When Robertson resigned, Clancy also reached out to Provo’s longtime Republican state Senator Curt Bramble to ask for his support.

“I endorsed him early on,” Bramble said by phone recently. “I thought having the perspective of a frontline police officer would be very healthy for the Legislature.”

But Bramble also believes Clancy brings more to the legislative process than his chosen career. 

Along with youthful zeal and zest, Bramble described Clancy as “very articulate, highly intelligent – and he learned early on how to listen.” 

Bramble ended up teaming with Clancy as the Senate sponsor for legislation establishing a scholarship fund for children of fallen officers.

“Getting an appropriation approved … that’s a pretty big deal,” Bramble said, crediting the freshman House representative for making it happen.

“I was merely a mouthpiece on the floor of the Senate,” Bramble said. “By the time (HB 332) got to me it was already a done deal. He’d already lined up all the support.”

Interestingly, Bramble has served almost as many years in the Utah Senate as Clancy has been alive. Halfway through his sixth four-year term, Bramble said he plans to seek re-election in 2024.

“Tyler brings a unique skillset to the table – for someone at any age,” Bramble said.

For Clancy, HB 332 grew out of his desire to provide a state death benefit for public safety personnel killed in the line of duty. He vividly remembered the shooting death of Provo Officer Joe Shinners in January 2019. Shinners died at age 29.

“It rocked our little community in Provo … this officer didn’t even know who I was, but he was going out to protect our community, my family, our friends. It had a big impact on me,” Clancy said.

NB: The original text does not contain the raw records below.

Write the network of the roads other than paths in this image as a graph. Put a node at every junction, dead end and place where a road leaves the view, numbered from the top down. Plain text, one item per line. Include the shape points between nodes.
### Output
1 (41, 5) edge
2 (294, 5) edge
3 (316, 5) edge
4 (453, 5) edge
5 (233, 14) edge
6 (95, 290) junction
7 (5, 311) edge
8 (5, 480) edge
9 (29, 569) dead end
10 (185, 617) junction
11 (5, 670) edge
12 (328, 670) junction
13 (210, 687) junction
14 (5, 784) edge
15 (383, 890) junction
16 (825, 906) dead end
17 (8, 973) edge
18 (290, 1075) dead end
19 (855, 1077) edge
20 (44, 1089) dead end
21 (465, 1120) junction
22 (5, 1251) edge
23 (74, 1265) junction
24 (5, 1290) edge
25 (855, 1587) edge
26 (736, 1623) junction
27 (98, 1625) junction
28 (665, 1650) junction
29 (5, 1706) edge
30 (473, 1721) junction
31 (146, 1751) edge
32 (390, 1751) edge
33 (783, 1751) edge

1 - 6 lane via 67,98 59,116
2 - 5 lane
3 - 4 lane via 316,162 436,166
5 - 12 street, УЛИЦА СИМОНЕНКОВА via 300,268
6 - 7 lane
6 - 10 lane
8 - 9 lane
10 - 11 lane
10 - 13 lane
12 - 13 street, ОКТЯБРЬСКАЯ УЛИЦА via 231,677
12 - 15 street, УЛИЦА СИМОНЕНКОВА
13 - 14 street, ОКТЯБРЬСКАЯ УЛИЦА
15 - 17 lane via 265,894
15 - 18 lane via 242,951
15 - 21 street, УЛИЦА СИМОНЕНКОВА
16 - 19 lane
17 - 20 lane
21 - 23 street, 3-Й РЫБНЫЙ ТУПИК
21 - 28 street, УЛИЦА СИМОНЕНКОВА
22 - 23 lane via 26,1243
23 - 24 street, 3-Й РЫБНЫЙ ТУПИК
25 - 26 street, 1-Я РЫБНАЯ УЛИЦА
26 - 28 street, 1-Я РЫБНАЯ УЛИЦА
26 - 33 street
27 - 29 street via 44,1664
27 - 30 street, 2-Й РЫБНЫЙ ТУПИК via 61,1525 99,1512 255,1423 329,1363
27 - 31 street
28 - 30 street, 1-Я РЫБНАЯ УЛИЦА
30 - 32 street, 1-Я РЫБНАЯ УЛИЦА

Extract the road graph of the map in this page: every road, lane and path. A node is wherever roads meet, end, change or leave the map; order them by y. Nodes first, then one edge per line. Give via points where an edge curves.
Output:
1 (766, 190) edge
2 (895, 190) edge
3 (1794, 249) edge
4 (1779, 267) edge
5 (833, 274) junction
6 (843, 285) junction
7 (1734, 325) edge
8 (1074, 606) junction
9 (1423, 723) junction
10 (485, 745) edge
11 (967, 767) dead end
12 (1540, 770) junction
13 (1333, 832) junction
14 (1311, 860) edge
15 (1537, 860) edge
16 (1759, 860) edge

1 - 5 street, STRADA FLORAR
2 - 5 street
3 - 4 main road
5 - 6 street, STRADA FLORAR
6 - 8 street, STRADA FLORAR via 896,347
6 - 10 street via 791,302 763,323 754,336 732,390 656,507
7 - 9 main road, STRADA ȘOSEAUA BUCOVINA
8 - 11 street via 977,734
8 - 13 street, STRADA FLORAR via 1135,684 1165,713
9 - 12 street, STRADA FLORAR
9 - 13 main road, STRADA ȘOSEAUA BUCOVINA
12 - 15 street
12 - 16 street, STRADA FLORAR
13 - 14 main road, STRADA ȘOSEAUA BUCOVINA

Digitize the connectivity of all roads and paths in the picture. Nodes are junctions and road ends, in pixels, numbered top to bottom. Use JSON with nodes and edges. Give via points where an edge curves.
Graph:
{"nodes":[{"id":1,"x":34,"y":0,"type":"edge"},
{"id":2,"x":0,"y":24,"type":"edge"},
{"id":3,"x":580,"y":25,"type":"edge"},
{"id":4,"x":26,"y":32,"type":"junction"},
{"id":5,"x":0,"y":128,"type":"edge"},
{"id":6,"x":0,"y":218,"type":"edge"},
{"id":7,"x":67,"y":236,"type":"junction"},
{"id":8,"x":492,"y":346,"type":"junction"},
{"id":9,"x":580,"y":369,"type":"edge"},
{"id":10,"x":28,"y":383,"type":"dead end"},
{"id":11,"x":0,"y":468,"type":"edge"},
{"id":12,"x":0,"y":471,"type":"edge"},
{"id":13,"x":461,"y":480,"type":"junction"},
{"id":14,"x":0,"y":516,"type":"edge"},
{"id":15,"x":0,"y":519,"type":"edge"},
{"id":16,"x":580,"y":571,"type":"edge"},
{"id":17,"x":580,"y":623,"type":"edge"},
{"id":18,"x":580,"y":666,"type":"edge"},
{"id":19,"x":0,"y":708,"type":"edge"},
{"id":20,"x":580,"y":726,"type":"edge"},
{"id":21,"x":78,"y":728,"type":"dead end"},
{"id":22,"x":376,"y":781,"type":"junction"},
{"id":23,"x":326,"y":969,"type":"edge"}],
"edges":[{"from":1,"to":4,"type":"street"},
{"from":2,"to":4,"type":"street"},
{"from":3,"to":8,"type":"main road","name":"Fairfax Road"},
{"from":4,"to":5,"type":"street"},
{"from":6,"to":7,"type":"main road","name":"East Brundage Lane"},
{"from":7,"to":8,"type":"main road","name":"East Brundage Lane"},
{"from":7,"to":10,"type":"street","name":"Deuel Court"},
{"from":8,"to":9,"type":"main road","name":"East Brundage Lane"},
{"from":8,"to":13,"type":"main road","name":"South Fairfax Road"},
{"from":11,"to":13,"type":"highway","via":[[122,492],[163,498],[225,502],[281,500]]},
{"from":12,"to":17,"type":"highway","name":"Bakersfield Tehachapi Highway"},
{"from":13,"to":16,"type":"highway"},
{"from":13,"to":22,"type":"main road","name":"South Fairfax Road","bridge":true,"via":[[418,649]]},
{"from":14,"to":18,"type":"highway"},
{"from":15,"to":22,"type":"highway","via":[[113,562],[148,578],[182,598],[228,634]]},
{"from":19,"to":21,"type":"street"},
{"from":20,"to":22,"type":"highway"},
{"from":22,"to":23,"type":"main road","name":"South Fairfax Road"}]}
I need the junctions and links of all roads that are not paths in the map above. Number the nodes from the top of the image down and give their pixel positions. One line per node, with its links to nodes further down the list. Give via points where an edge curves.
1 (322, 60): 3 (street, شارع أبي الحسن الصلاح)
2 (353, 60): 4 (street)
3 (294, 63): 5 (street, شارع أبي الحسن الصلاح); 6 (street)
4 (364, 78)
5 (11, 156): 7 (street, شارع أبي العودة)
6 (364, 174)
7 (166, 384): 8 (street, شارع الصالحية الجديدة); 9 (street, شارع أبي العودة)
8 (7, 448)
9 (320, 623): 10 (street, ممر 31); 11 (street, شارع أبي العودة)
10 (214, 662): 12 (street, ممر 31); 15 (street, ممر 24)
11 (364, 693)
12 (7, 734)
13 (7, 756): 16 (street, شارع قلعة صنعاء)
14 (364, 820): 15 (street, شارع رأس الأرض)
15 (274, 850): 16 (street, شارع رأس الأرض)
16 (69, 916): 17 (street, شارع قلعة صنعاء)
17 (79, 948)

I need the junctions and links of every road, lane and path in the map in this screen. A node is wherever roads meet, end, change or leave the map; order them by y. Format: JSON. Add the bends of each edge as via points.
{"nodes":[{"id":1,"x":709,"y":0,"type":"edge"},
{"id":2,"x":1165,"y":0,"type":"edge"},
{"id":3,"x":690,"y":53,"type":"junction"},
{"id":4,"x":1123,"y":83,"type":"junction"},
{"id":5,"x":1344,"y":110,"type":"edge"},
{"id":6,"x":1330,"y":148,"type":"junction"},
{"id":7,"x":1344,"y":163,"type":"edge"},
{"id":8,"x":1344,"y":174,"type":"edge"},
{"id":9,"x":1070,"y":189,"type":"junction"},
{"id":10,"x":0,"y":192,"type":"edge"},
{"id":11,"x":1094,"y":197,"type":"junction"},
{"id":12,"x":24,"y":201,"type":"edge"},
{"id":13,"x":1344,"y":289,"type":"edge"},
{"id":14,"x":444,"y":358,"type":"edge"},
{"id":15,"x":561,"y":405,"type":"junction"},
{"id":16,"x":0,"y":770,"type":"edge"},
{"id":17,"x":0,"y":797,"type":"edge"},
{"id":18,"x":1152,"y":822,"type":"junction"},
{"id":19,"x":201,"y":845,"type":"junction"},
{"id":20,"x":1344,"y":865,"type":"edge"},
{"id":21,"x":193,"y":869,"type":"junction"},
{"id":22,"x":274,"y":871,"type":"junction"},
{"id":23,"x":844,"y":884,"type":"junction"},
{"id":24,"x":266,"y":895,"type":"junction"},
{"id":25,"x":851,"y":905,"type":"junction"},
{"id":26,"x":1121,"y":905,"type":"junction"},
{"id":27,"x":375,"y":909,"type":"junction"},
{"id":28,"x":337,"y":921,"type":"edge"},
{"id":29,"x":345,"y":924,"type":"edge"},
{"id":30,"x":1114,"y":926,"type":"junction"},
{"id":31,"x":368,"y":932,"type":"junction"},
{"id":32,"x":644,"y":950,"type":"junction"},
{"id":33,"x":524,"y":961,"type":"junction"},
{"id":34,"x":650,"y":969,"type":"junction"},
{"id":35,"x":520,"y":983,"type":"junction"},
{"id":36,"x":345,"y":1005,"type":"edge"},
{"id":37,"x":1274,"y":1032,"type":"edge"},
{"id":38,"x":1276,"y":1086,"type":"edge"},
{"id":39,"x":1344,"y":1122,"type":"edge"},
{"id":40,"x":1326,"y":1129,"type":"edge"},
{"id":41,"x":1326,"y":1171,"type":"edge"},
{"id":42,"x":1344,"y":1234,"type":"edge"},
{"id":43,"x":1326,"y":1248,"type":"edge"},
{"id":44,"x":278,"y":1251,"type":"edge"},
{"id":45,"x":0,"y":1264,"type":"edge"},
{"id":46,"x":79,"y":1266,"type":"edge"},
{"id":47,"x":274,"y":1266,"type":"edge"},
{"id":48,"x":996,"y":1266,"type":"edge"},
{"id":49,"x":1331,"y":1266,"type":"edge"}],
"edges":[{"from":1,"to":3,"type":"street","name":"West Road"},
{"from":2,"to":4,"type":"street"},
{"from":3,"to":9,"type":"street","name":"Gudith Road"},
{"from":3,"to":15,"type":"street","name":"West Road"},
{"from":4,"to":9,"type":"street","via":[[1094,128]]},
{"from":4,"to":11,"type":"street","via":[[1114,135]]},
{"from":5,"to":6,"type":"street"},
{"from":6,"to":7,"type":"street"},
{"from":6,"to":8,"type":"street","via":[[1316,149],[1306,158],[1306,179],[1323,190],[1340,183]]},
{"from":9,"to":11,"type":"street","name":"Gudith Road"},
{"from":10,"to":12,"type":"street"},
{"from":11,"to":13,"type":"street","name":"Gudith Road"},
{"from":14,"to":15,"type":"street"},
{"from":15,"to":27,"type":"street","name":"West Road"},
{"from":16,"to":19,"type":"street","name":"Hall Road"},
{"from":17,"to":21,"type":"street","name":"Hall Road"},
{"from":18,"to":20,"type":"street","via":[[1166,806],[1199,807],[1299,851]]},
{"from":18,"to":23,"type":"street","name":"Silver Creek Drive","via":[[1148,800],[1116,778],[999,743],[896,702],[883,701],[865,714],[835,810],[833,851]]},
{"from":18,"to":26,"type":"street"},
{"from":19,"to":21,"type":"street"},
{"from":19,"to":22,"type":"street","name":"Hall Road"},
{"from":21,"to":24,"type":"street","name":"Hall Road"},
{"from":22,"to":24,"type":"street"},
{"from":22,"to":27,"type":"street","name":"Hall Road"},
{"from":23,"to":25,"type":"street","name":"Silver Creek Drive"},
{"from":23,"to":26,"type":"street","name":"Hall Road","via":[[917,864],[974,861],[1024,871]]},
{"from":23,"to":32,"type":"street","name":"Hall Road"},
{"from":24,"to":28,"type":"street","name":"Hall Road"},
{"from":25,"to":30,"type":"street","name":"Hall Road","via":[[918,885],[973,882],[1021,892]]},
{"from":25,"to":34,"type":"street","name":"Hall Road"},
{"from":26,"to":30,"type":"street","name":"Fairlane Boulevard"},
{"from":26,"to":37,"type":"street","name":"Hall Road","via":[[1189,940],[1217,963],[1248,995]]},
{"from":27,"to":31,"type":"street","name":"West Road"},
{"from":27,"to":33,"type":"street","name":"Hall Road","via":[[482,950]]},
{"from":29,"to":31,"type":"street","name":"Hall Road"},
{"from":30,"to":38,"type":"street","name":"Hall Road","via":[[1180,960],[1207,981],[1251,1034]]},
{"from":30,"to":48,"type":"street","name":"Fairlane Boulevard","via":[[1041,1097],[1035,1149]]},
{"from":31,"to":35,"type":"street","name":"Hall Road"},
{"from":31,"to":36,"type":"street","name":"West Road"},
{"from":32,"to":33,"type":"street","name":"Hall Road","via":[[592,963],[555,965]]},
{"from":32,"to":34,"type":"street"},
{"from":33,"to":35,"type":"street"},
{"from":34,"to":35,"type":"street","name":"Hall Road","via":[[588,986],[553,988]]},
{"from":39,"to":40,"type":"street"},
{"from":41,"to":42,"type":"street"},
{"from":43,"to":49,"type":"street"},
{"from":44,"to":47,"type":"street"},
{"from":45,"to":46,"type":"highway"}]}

And in early 2023, on Utah’s Capitol Hill, pieces of his background coalesced to give Clancy the chance to act.

“That (legislation) was something I wanted to tackle early on, in Joe Shinner’s honor,” Clancy said. 

As the accomplishment he said he’s most proud of from this year’s session, Clancy described what he loved most about it: Along with the $5,000 educational award for children when they turn 18 “to pursue any educational endeavor whatsoever,” the Utah Department of Public Safety will also make sure that colleagues share what it was like to serve alongside the parent who was lost in the line of duty.

“We’ll let them know we won’t forget them, but will also keep the memory of their fallen parent from fading into oblivion,” Clancy said. 

LOOKING AHEAD

Clancy acknowledged the grueling nature of the legislative session, saying it felt like drinking from the fire hose. 

And now he pivots to the present, which means juggling his job as a police officer with that of a part-time legislator.

“I have one or two issues that I’m starting to call experts and researchers on,” Clancy said. “But the main thing I’m focused on is trying to get to know all the people I represent.”

Those plans include shadowing a teacher, and seeing what it’s like firsthand to bag groceries.

Clancy said he wants to “go behind the scenes, listen more than I’m talking, and just try to figure out the true needs of our friends and neighbors in Provo.”